▶ Supplied entries:
▶
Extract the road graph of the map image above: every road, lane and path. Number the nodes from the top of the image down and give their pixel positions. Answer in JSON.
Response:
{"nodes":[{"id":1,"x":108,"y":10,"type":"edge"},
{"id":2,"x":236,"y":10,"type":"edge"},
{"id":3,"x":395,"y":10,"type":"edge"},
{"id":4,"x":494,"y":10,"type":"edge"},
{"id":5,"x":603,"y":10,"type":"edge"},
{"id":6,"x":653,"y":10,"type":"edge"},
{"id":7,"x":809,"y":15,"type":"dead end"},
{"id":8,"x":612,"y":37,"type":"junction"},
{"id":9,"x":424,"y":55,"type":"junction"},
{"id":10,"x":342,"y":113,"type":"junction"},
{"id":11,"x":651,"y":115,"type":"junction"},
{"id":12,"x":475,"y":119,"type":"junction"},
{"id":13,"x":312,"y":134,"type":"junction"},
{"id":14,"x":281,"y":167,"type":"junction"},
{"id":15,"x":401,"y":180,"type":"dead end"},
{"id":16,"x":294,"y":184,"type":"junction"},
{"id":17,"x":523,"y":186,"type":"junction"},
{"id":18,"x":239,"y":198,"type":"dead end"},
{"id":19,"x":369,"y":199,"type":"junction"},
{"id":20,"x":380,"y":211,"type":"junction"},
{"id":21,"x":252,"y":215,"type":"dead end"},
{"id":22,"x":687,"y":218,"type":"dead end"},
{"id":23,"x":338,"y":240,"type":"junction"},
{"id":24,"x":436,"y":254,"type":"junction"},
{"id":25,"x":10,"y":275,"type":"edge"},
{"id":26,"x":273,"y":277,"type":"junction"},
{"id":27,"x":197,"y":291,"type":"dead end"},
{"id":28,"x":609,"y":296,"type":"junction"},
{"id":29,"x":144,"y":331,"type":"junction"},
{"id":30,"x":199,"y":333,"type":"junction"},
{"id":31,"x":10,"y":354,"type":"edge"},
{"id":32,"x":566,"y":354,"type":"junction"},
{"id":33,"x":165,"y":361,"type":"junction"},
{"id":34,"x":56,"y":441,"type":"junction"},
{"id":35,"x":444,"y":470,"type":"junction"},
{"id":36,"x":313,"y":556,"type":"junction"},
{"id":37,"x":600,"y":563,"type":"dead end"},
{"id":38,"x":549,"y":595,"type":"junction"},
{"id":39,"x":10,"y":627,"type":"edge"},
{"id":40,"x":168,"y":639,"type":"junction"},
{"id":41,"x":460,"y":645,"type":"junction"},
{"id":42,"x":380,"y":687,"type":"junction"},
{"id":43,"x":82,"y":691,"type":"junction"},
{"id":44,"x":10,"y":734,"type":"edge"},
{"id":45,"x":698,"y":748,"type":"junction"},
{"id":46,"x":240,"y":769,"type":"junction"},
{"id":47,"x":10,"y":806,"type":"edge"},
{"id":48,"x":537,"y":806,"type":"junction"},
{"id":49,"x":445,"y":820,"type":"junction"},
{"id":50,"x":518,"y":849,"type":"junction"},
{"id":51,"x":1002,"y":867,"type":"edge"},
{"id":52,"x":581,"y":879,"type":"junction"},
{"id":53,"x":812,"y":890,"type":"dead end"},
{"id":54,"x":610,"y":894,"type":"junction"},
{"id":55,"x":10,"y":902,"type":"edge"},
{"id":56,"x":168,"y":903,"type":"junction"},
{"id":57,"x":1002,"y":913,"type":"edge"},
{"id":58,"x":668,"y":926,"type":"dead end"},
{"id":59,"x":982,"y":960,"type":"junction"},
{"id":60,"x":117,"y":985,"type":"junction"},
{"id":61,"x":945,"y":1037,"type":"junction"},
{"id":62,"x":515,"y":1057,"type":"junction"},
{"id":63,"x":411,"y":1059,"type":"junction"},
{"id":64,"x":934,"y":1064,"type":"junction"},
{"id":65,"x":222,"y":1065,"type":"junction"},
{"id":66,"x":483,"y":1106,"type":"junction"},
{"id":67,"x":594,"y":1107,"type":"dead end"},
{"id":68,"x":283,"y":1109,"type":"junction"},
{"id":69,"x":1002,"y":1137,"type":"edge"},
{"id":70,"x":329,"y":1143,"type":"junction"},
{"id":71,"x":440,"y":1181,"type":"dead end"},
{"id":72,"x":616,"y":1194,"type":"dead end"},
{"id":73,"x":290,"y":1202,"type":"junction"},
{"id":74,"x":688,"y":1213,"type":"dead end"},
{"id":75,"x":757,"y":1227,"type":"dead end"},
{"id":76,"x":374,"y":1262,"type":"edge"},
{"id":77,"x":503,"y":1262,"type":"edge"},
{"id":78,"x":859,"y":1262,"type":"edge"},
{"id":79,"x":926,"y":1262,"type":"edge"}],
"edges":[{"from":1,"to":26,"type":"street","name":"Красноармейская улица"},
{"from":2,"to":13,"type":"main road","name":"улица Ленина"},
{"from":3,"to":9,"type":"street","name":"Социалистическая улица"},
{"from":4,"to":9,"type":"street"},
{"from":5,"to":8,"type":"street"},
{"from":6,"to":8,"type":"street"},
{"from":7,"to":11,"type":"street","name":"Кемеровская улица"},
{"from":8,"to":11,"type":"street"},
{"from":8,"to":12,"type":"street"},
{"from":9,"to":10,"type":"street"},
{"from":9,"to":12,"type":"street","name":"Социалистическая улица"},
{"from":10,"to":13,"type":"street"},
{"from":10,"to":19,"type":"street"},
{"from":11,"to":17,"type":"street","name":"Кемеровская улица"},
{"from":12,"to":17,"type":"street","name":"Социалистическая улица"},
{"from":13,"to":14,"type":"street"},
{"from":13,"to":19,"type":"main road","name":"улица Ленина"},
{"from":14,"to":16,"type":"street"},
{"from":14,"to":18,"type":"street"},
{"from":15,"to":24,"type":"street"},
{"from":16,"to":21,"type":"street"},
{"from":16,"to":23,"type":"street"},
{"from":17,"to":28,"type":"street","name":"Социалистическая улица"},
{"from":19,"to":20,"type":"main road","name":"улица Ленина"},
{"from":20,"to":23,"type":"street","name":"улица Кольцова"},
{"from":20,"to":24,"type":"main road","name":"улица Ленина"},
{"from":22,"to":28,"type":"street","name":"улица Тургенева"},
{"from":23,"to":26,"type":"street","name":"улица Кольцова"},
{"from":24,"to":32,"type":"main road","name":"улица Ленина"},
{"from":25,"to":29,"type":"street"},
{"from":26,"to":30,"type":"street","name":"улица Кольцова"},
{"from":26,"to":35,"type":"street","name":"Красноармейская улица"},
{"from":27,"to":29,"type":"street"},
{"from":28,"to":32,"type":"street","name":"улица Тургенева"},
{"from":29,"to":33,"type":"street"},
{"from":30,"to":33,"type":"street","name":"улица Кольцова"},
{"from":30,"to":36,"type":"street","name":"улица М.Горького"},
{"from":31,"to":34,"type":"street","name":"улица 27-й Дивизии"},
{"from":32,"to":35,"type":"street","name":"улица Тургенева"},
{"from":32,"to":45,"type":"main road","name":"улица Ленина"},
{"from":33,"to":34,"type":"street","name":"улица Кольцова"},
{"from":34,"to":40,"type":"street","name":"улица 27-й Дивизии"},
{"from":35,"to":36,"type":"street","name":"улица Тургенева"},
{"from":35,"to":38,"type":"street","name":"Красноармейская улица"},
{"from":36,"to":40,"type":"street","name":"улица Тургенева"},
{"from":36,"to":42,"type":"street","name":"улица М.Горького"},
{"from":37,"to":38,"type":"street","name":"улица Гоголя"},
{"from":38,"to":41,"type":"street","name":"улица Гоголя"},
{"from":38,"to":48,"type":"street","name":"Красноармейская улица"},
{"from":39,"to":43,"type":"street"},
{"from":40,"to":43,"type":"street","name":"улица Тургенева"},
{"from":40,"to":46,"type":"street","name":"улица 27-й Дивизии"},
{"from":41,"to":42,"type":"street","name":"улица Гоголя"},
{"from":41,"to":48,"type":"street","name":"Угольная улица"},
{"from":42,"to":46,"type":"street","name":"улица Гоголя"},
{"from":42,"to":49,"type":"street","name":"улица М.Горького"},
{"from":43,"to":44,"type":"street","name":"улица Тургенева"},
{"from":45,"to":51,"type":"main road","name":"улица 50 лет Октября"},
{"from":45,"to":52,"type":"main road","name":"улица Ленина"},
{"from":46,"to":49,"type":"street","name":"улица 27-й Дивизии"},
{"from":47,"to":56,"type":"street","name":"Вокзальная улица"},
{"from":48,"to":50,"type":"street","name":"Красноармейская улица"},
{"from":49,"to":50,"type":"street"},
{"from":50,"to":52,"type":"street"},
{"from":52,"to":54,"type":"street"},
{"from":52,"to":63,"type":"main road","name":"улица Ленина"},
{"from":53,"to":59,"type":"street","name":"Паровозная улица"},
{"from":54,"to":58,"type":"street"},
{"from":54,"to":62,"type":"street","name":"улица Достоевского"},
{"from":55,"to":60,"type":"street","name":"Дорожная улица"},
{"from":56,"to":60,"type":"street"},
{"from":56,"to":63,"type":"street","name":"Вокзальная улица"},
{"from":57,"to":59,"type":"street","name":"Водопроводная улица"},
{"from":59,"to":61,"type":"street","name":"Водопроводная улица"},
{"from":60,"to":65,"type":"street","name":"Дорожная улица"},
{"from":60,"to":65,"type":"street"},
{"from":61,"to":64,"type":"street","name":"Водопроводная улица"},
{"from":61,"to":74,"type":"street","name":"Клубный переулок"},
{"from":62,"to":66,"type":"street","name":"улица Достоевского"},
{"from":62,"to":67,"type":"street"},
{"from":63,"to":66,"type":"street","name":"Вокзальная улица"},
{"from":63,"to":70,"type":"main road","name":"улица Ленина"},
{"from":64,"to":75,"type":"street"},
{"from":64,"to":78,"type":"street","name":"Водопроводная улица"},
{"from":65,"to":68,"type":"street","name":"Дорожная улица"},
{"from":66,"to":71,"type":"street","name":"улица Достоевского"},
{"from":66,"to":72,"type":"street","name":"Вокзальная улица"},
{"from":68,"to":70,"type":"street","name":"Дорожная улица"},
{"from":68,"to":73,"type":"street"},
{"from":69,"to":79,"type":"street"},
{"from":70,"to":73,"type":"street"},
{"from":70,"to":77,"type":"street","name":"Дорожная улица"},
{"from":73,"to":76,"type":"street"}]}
◀
Copy out each line carrying the string "Кемеровская" from the data.

{"from":7,"to":11,"type":"street","name":"Кемеровская улица"},
{"from":11,"to":17,"type":"street","name":"Кемеровская улица"},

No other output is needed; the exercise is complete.